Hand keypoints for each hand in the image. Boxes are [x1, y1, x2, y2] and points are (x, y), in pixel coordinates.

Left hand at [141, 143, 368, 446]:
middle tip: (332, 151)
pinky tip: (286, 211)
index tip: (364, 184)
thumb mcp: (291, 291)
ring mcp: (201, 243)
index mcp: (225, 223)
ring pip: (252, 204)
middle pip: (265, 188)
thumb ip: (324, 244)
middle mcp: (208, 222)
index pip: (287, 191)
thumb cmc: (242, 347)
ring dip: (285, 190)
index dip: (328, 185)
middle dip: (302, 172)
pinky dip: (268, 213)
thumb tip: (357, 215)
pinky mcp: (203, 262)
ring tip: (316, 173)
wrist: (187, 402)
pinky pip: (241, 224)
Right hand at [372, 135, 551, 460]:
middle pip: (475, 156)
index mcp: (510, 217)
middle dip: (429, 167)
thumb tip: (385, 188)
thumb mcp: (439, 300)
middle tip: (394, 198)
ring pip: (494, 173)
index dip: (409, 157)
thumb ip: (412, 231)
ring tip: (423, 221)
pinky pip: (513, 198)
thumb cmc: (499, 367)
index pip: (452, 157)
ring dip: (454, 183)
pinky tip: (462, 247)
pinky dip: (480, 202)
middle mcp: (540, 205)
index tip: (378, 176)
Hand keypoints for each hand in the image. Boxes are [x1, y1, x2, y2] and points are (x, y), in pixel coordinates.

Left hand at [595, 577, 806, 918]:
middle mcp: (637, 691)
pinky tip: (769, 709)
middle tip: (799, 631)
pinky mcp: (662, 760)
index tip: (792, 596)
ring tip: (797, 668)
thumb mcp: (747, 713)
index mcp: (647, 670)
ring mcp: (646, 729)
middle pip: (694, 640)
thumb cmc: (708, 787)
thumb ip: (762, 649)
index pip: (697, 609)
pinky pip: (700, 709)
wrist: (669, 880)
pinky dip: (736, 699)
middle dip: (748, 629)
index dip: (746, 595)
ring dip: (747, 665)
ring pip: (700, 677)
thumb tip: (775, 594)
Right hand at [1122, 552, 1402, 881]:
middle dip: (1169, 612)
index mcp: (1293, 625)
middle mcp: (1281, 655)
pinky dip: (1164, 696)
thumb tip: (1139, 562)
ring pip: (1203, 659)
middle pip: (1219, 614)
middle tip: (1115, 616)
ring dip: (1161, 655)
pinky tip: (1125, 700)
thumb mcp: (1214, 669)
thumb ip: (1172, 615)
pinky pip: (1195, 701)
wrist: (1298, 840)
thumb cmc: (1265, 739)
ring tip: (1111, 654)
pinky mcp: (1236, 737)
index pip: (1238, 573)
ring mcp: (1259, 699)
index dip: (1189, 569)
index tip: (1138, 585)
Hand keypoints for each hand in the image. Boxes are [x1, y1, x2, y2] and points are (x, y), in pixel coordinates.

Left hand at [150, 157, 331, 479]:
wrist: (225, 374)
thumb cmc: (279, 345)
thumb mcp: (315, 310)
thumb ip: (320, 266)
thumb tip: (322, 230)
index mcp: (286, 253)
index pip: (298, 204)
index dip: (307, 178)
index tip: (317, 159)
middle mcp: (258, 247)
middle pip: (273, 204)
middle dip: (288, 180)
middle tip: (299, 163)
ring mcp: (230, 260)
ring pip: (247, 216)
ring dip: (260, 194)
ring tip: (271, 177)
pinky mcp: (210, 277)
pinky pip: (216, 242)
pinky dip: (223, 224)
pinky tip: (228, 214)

▶ TASK
With the line containing "index pip: (298, 204)" as the start, transcribe each line through the end of the listing above, exactly and only.

▶ EXERCISE OUTPUT
index pip: (298, 204)
index dip: (307, 178)
index tip: (317, 159)
middle mcp: (258, 247)
middle pip: (273, 204)
middle dip: (288, 180)
middle tip: (299, 163)
ring mcp: (230, 260)
ring pip: (247, 216)
ring dip: (260, 194)
ring tip: (271, 177)
pinky mcp: (210, 277)
pinky pip: (216, 242)
pinky dip: (223, 224)
pinky tip: (228, 214)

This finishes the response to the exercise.